■ **MATERIAL FOR THIS EXERCISE**
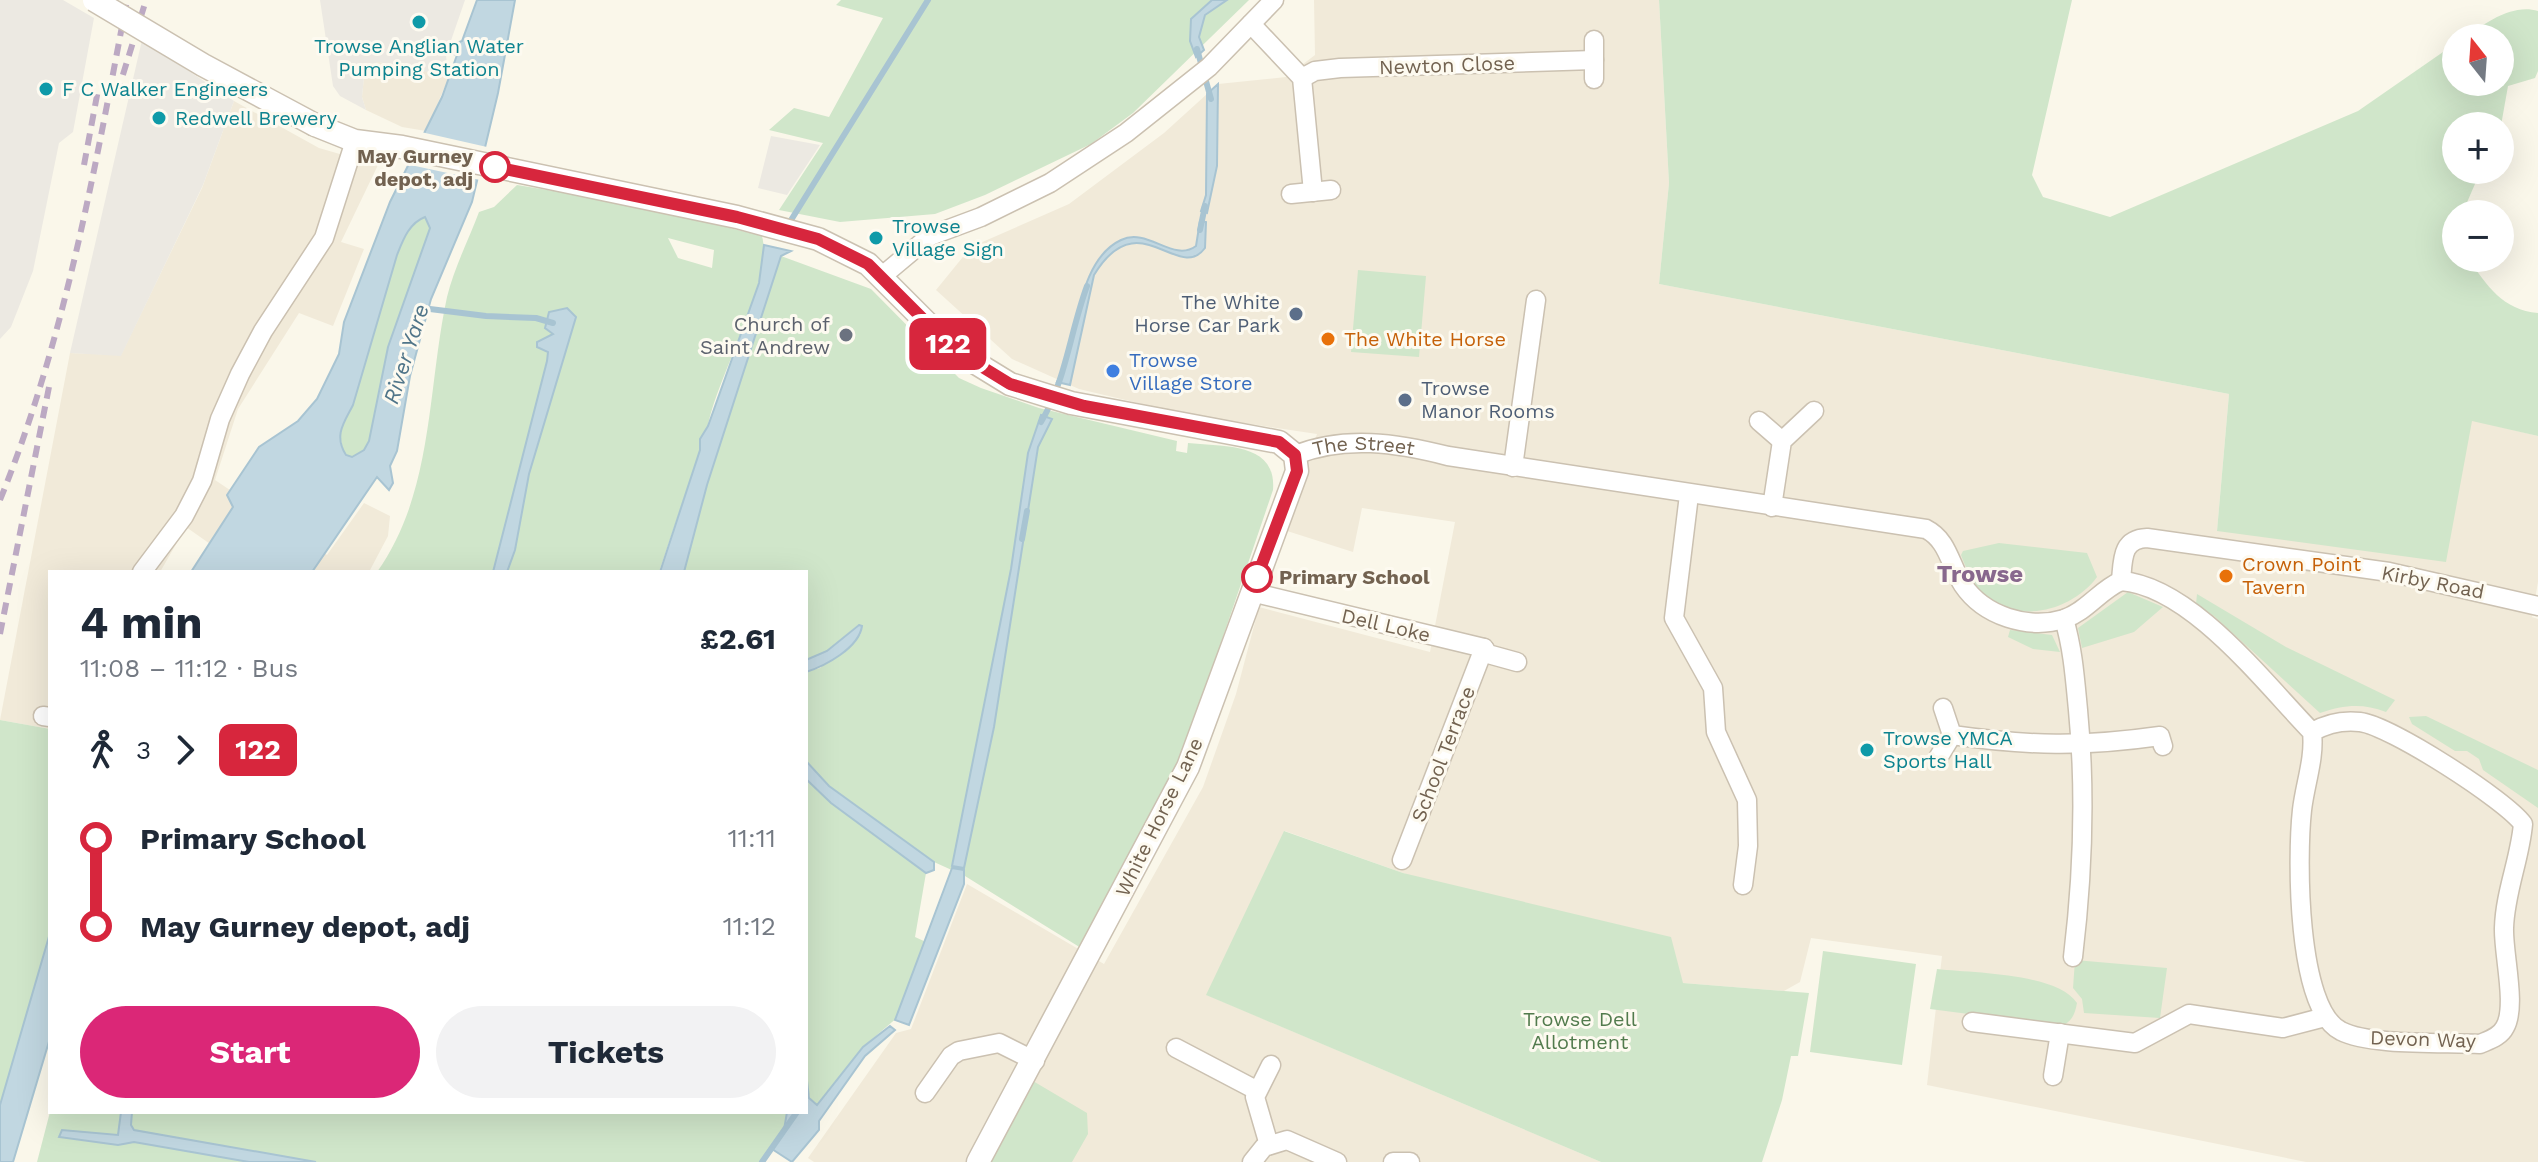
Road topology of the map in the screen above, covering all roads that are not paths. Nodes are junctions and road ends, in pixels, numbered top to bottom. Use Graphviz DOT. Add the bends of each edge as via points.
graph roads {
  1 [pos="94,0"];
  2 [pos="1274,0"];
  3 [pos="1251,24"];
  4 [pos="1594,40"];
  5 [pos="1594,60"];
  6 [pos="1302,78"];
  7 [pos="1594,79"];
  8 [pos="355,141"];
  9 [pos="1291,194"];
  10 [pos="881,277"];
  11 [pos="1536,300"];
  12 [pos="1814,411"];
  13 [pos="1759,421"];
  14 [pos="1782,441"];
  15 [pos="1295,455"];
  16 [pos="1513,467"];
  17 [pos="1689,495"];
  18 [pos="1772,507"];
  19 [pos="144,570"];
  20 [pos="2121,581"];
  21 [pos="1251,592"];
  22 [pos="2538,606"];
  23 [pos="2064,619"];
  24 [pos="1484,648"];
  25 [pos="1517,662"];
  26 [pos="1943,708"];
  27 [pos="2312,732"];
  28 [pos="1952,735"];
  29 [pos="2082,745"];
  30 [pos="2163,746"];
  31 [pos="1938,758"];
  32 [pos="1402,860"];
  33 [pos="1743,885"];
  34 [pos="2073,957"];
  35 [pos="2325,1017"];
  36 [pos="1972,1022"];
  37 [pos="2060,1033"];
  38 [pos="1176,1048"];
  39 [pos="1035,1061"];
  40 [pos="1271,1065"];
  41 [pos="2053,1076"];
  42 [pos="1256,1090"];
  43 [pos="925,1093"];
  44 [pos="1269,1145"];
  45 [pos="978,1162"];
  46 [pos="1252,1162"];
  47 [pos="1337,1162"];
  48 [pos="1393,1162"];
  49 [pos="1410,1162"];
  1 -- 8 [label="street, The Street, bridge" via="203,65"];
  2 -- 3 [label="street"];
  3 -- 6 [label="street"];
  3 -- 10 [label="street" via="1126,133 1050,183 930,236"];
  4 -- 5 [label="street"];
  5 -- 6 [label="street, Newton Close" via="1340,68"];
  5 -- 7 [label="street"];
  6 -- 9 [label="street" via="1322,191"];
  8 -- 10 [label="street, The Street" via="737,217 818,239 851,253"];
  8 -- 19 [label="street" via="324,238 240,374 184,516"];
  10 -- 15 [label="street, The Street" via="953,349 1010,384 1071,403 1274,440"];
  11 -- 16 [label="street"];
  12 -- 14 [label="street"];
  13 -- 14 [label="street"];
  14 -- 18 [label="street"];
  15 -- 16 [label="street, The Street" via="1350,441"];
  15 -- 21 [label="street, White Horse Lane" via="1297,471"];
  16 -- 17 [label="street, The Street"];
  17 -- 18 [label="street, The Street"];
  17 -- 33 [label="street" via="1674,618 1713,688 1716,732 1747,800"];
  18 -- 23 [label="street, The Street" via="1926,529 1939,537 1965,587 1993,612 2026,621"];
  20 -- 22 [label="street, Kirby Road" via="2126,547 2147,538 2389,572"];
  20 -- 23 [label="street"];
  20 -- 27 [label="street" via="2138,584 2192,613"];
  21 -- 24 [label="street, Dell Loke"];
  21 -- 39 [label="street, White Horse Lane" via="1188,767"];
  23 -- 29 [label="street" via="2074,657"];
  24 -- 25 [label="street, Dell Loke"];
  24 -- 32 [label="street, School Terrace"];
  26 -- 28 [label="street"];
  27 -- 35 [label="street" via="2302,811 2302,908 2317,1001"];
  27 -- 35 [label="street, Devon Way" via="2363,721 2457,773 2523,824 2507,890 2504,930 2509,1013 2496,1037 2480,1044 2365,1038 2340,1031"];
  28 -- 29 [label="street" via="2036,746"];
  28 -- 31 [label="street"];
  29 -- 30 [label="street" via="2160,736"];
  29 -- 34 [label="street" via="2085,835"];
  35 -- 37 [label="street" via="2283,1028 2189,1014 2135,1043"];
  36 -- 37 [label="street"];
  37 -- 41 [label="street"];
  38 -- 42 [label="street"];
  39 -- 43 [label="street" via="999,1043 959,1051"];
  39 -- 45 [label="street, White Horse Lane"];
  40 -- 42 [label="street"];
  42 -- 44 [label="street" via="1255,1105"];
  44 -- 46 [label="street"];
  44 -- 47 [label="street" via="1287,1140"];
  48 -- 49 [label="street"];
}
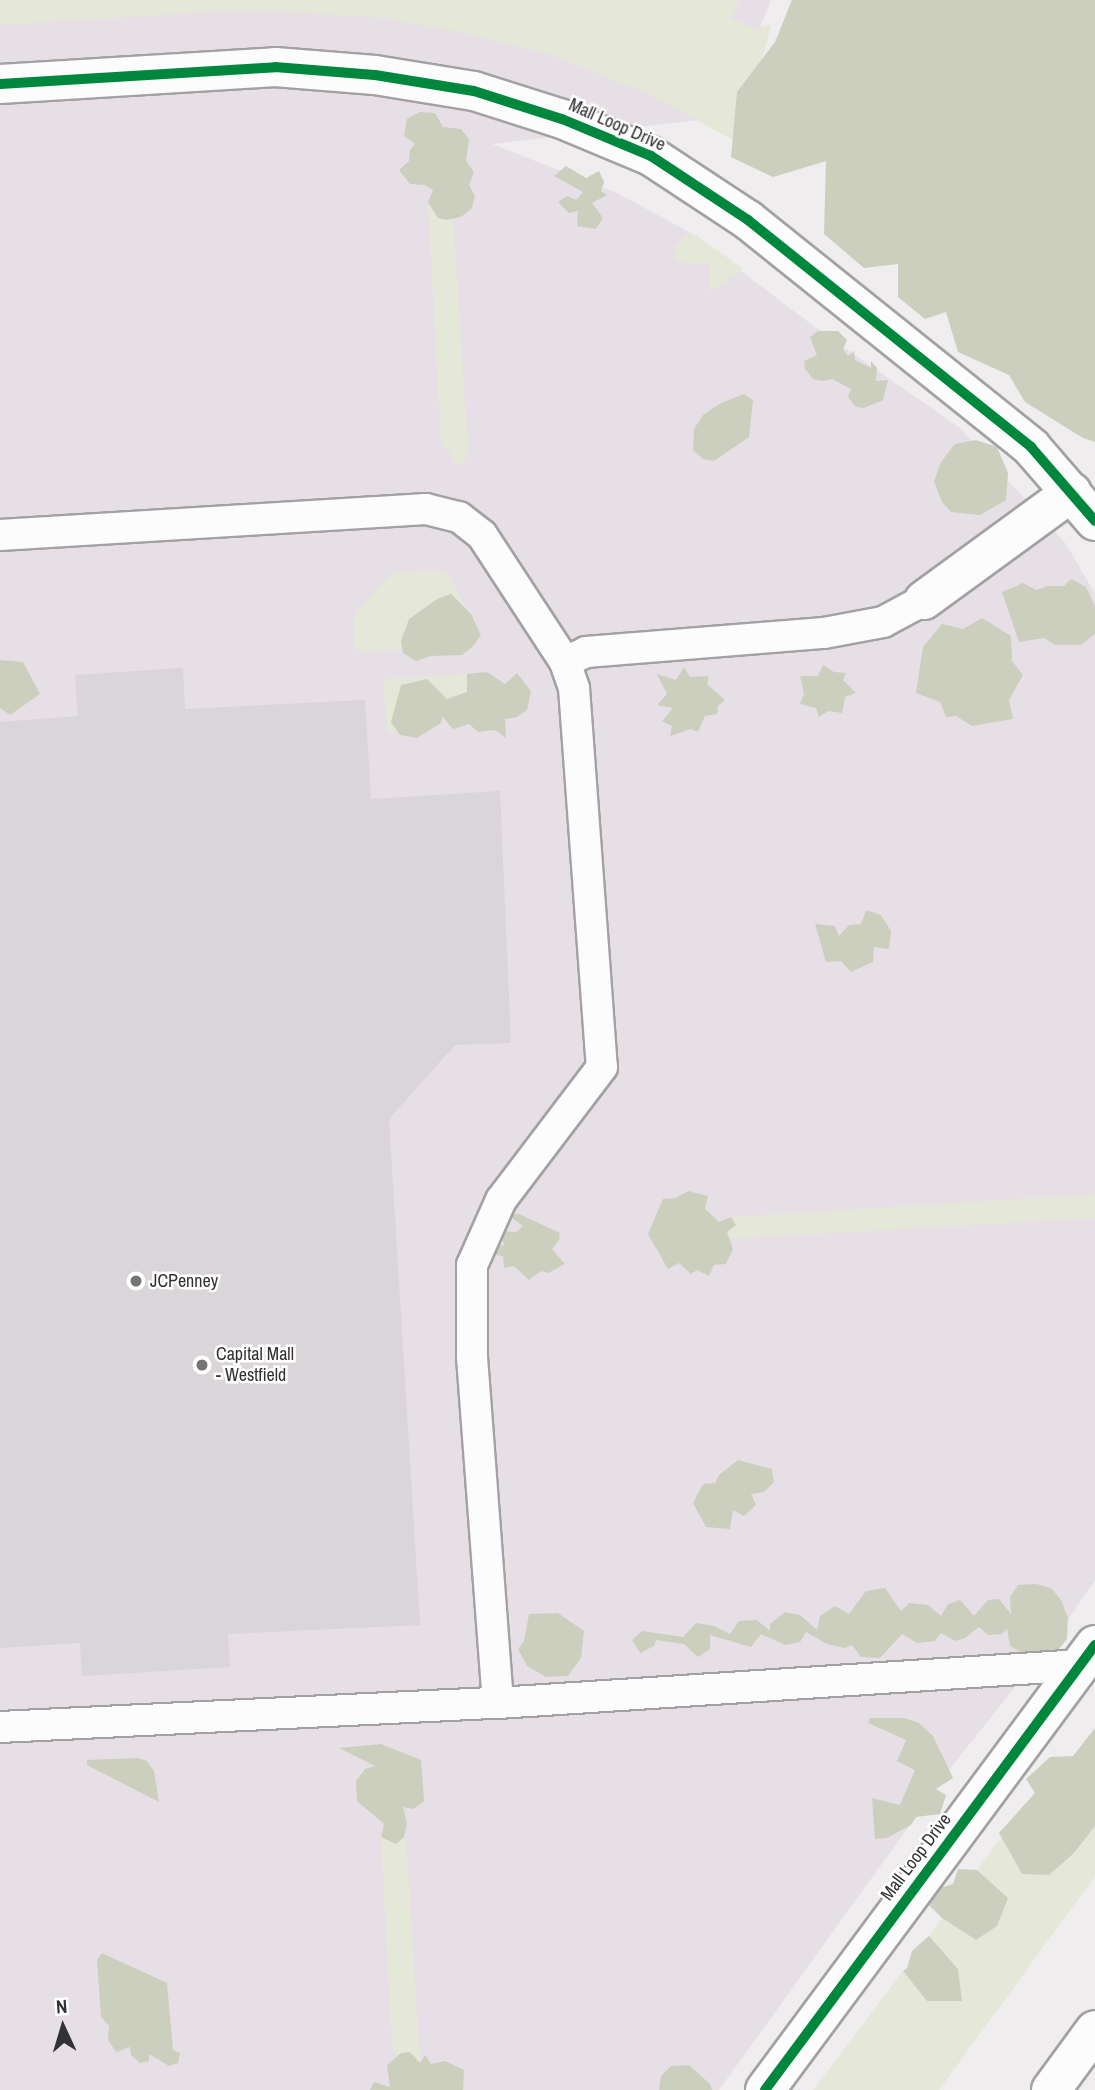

■ **WHAT IS EXPECTED**
Please set down each entry word for word, without its images.

■ **EXPECTED ANSWER**
Road topology of the map in the screen above, covering all roads that are not paths. Nodes are junctions and road ends, in pixels, numbered top to bottom. Use Graphviz DOT. Add the bends of each edge as via points.
graph roads {
  1 [pos="94,0"];
  2 [pos="1274,0"];
  3 [pos="1251,24"];
  4 [pos="1594,40"];
  5 [pos="1594,60"];
  6 [pos="1302,78"];
  7 [pos="1594,79"];
  8 [pos="355,141"];
  9 [pos="1291,194"];
  10 [pos="881,277"];
  11 [pos="1536,300"];
  12 [pos="1814,411"];
  13 [pos="1759,421"];
  14 [pos="1782,441"];
  15 [pos="1295,455"];
  16 [pos="1513,467"];
  17 [pos="1689,495"];
  18 [pos="1772,507"];
  19 [pos="144,570"];
  20 [pos="2121,581"];
  21 [pos="1251,592"];
  22 [pos="2538,606"];
  23 [pos="2064,619"];
  24 [pos="1484,648"];
  25 [pos="1517,662"];
  26 [pos="1943,708"];
  27 [pos="2312,732"];
  28 [pos="1952,735"];
  29 [pos="2082,745"];
  30 [pos="2163,746"];
  31 [pos="1938,758"];
  32 [pos="1402,860"];
  33 [pos="1743,885"];
  34 [pos="2073,957"];
  35 [pos="2325,1017"];
  36 [pos="1972,1022"];
  37 [pos="2060,1033"];
  38 [pos="1176,1048"];
  39 [pos="1035,1061"];
  40 [pos="1271,1065"];
  41 [pos="2053,1076"];
  42 [pos="1256,1090"];
  43 [pos="925,1093"];
  44 [pos="1269,1145"];
  45 [pos="978,1162"];
  46 [pos="1252,1162"];
  47 [pos="1337,1162"];
  48 [pos="1393,1162"];
  49 [pos="1410,1162"];
  1 -- 8 [label="street, The Street, bridge" via="203,65"];
  2 -- 3 [label="street"];
  3 -- 6 [label="street"];
  3 -- 10 [label="street" via="1126,133 1050,183 930,236"];
  4 -- 5 [label="street"];
  5 -- 6 [label="street, Newton Close" via="1340,68"];
  5 -- 7 [label="street"];
  6 -- 9 [label="street" via="1322,191"];
  8 -- 10 [label="street, The Street" via="737,217 818,239 851,253"];
  8 -- 19 [label="street" via="324,238 240,374 184,516"];
  10 -- 15 [label="street, The Street" via="953,349 1010,384 1071,403 1274,440"];
  11 -- 16 [label="street"];
  12 -- 14 [label="street"];
  13 -- 14 [label="street"];
  14 -- 18 [label="street"];
  15 -- 16 [label="street, The Street" via="1350,441"];
  15 -- 21 [label="street, White Horse Lane" via="1297,471"];
  16 -- 17 [label="street, The Street"];
  17 -- 18 [label="street, The Street"];
  17 -- 33 [label="street" via="1674,618 1713,688 1716,732 1747,800"];
  18 -- 23 [label="street, The Street" via="1926,529 1939,537 1965,587 1993,612 2026,621"];
  20 -- 22 [label="street, Kirby Road" via="2126,547 2147,538 2389,572"];
  20 -- 23 [label="street"];
  20 -- 27 [label="street" via="2138,584 2192,613"];
  21 -- 24 [label="street, Dell Loke"];
  21 -- 39 [label="street, White Horse Lane" via="1188,767"];
  23 -- 29 [label="street" via="2074,657"];
  24 -- 25 [label="street, Dell Loke"];
  24 -- 32 [label="street, School Terrace"];
  26 -- 28 [label="street"];
  27 -- 35 [label="street" via="2302,811 2302,908 2317,1001"];
  27 -- 35 [label="street, Devon Way" via="2363,721 2457,773 2523,824 2507,890 2504,930 2509,1013 2496,1037 2480,1044 2365,1038 2340,1031"];
  28 -- 29 [label="street" via="2036,746"];
  28 -- 31 [label="street"];
  29 -- 30 [label="street" via="2160,736"];
  29 -- 34 [label="street" via="2085,835"];
  35 -- 37 [label="street" via="2283,1028 2189,1014 2135,1043"];
  36 -- 37 [label="street"];
  37 -- 41 [label="street"];
  38 -- 42 [label="street"];
  39 -- 43 [label="street" via="999,1043 959,1051"];
  39 -- 45 [label="street, White Horse Lane"];
  40 -- 42 [label="street"];
  42 -- 44 [label="street" via="1255,1105"];
  44 -- 46 [label="street"];
  44 -- 47 [label="street" via="1287,1140"];
  48 -- 49 [label="street"];
}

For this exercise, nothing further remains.